Défiscalisation immobilière : comment optimiser votre investissement locatif ?

Publié le 10/08/2018


Depuis l’élection d’Emmanuel Macron à la présidence de la république, les professionnels de l’immobilier ne cessent d’alerter sur les mesures fiscales défavorables au secteur. L’IFI, le recentrage des dispositifs d’aide à l’acquisition, la hausse des prix du bâti dans certains secteurs… De quoi s’interroger sur son patrimoine immobilier pour optimiser sa fiscalité.

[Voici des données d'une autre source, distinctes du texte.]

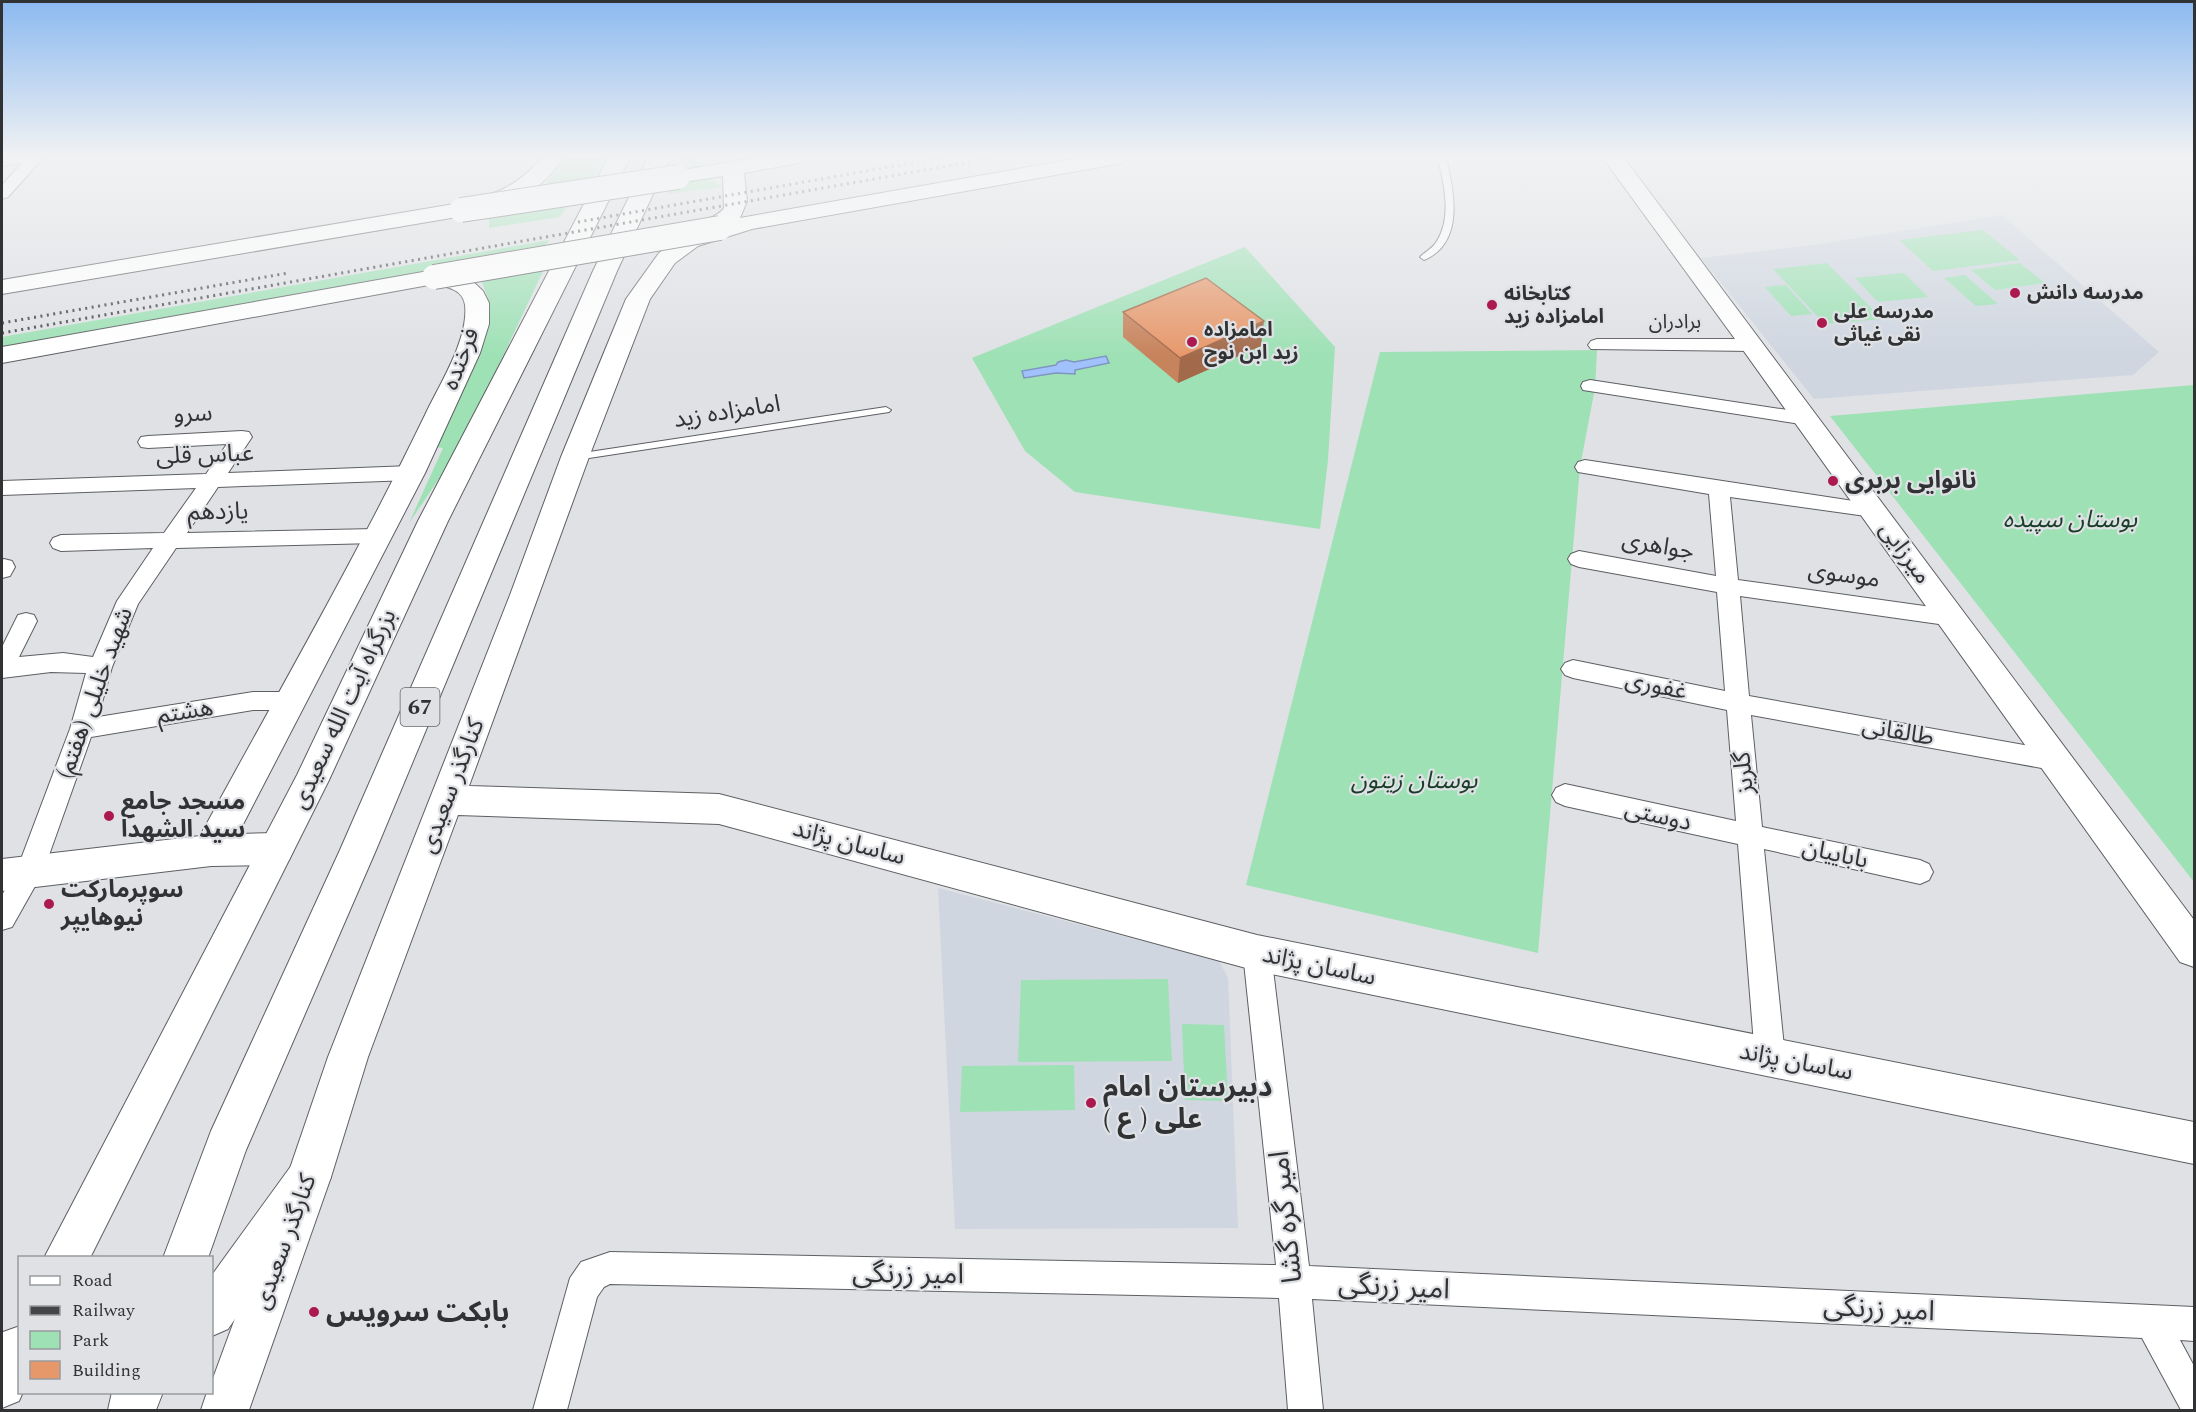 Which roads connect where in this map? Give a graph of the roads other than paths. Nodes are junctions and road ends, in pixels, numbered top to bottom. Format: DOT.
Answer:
graph roads {
  1 [pos="378,224"];
  2 [pos="585,224"];
  3 [pos="628,224"];
  4 [pos="719,224"];
  5 [pos="741,224"];
  6 [pos="746,224"];
  7 [pos="1449,224"];
  8 [pos="1662,224"];
  9 [pos="1424,257"];
  10 [pos="434,277"];
  11 [pos="652,278"];
  12 [pos="2,287"];
  13 [pos="1597,345"];
  14 [pos="1752,345"];
  15 [pos="4,358"];
  16 [pos="1590,386"];
  17 [pos="886,410"];
  18 [pos="1807,419"];
  19 [pos="242,437"];
  20 [pos="148,442"];
  21 [pos="575,457"];
  22 [pos="1585,467"];
  23 [pos="411,473"];
  24 [pos="213,480"];
  25 [pos="2,488"];
  26 [pos="1719,489"];
  27 [pos="1873,510"];
  28 [pos="376,536"];
  29 [pos="169,540"];
  30 [pos="61,543"];
  31 [pos="1580,559"];
  32 [pos="1727,586"];
  33 [pos="1953,618"];
  34 [pos="26,621"];
  35 [pos="100,667"];
  36 [pos="2,669"];
  37 [pos="1573,669"];
  38 [pos="288,701"];
  39 [pos="1738,704"];
  40 [pos="82,729"];
  41 [pos="2058,761"];
  42 [pos="1565,795"];
  43 [pos="446,800"];
  44 [pos="1750,836"];
  45 [pos="276,849"];
  46 [pos="211,850"];
  47 [pos="1920,872"];
  48 [pos="16,873"];
  49 [pos="2,918"];
  50 [pos="2194,950"];
  51 [pos="1257,953"];
  52 [pos="1770,1057"];
  53 [pos="2194,1143"];
  54 [pos="309,1177"];
  55 [pos="67,1256"];
  56 [pos="186,1256"];
  57 [pos="1294,1282"];
  58 [pos="213,1312"];
  59 [pos="2152,1322"];
  60 [pos="2194,1324"];
  61 [pos="18,1353"];
  62 [pos="2,1384"];
  63 [pos="2194,1401"];
  64 [pos="225,1410"];
  65 [pos="550,1410"];
  66 [pos="1305,1410"];
  1 -- 12 [label="main road"];
  2 -- 45 [label="main road, بزرگراه آیت الله سعیدی"];
  3 -- 56 [label="main road, 67"];
  4 -- 11 [label="main road"];
  5 -- 10 [label="main road, bridge"];
  6 -- 11 [label="main road, کنارگذر سعیدی"];
  7 -- 9 [label="lane"];
  8 -- 14 [label="main road, میرزایی"];
  10 -- 15 [label="main road, فرخنده"];
  10 -- 23 [label="main road, فرخنده"];
  11 -- 21 [label="main road, کنارگذر سعیدی"];
  13 -- 14 [label="street, برادران"];
  14 -- 18 [label="main road, میرزایی"];
  16 -- 18 [label="street"];
  17 -- 21 [label="lane, امامزاده زید"];
  18 -- 27 [label="main road, میرزایی"];
  19 -- 20 [label="street, سرو"];
  19 -- 24 [label="street, شهید خلیلی (هفتم)"];
  21 -- 43 [label="main road, کنارگذر سعیدی"];
  22 -- 26 [label="street"];
  23 -- 24 [label="street, عباس قلی"];
  23 -- 28 [label="main road, فرخنده"];
  24 -- 25 [label="street, عباس قلی"];
  24 -- 29 [label="street, شهید خلیلی (هفتم)"];
  26 -- 27 [label="street"];
  26 -- 32 [label="street, گلریز"];
  27 -- 33 [label="main road, میرزایی"];
  28 -- 29 [label="street, یازدهم"];
  28 -- 38 [label="main road, فرخنده"];
  29 -- 30 [label="street, یازدهم"];
  29 -- 35 [label="street, شهید خلیلی (هفتم)"];
  31 -- 32 [label="street, جواهری"];
  32 -- 33 [label="street, موسوی"];
  32 -- 39 [label="street, گلریز"];
  33 -- 41 [label="main road, میرزایی"];
  34 -- 36 [label="street"];
  35 -- 36 [label="street"];
  35 -- 40 [label="street, شهید خلیلی (هفتم)"];
  37 -- 39 [label="street, غفوری"];
  38 -- 40 [label="street, هشتم"];
  38 -- 46 [label="main road, فرخنده"];
  39 -- 41 [label="street, طالقانی"];
  39 -- 44 [label="street, گلریز"];
  40 -- 48 [label="street, شهید خلیلی (هفتم)"];
  41 -- 50 [label="main road, میرزایی"];
  42 -- 44 [label="street, دوستی"];
  43 -- 51 [label="main road, ساسان پژاند"];
  43 -- 54 [label="main road, کنارگذر سعیدی"];
  44 -- 47 [label="street, باباییان"];
  44 -- 52 [label="street, گلریز"];
  45 -- 46 [label="main road"];
  45 -- 55 [label="main road, بزرگراه آیت الله سعیدی"];
  46 -- 48 [label="main road"];
  48 -- 49 [label="street, شهید خلیلی (هفتم)"];
  51 -- 52 [label="main road, ساسان پژاند"];
  51 -- 57 [label="street, امیر گره گشا"];
  52 -- 53 [label="main road, ساسان پژاند"];
  54 -- 58 [label="main road"];
  54 -- 64 [label="main road, کنارگذر سعیدی"];
  57 -- 59 [label="street, امیر زرنگی"];
  57 -- 65 [label="street, امیر زرنگی"];
  57 -- 66 [label="street, امیر گره گشا"];
  59 -- 60 [label="street, امیر زرنگی"];
  59 -- 63 [label="street"];
  61 -- 62 [label="main road"];
}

Des dispositifs et une fiscalité défavorables à l’immobilier

Depuis le 1er janvier 2018 et l’entrée en vigueur de la nouvelle loi des finances, les professionnels de l’immobilier, les propriétaires et les futurs acquéreurs s’interrogent sur la pertinence de l’investissement immobilier. Pourtant, la pierre a toujours la cote et séduit encore de nombreux ménages qui souhaitent se constituer un patrimoine ou simplement acquérir leur résidence principale.

7,6 %
7,6 % des ménages Français propriétaires possèdent au moins un logement en location.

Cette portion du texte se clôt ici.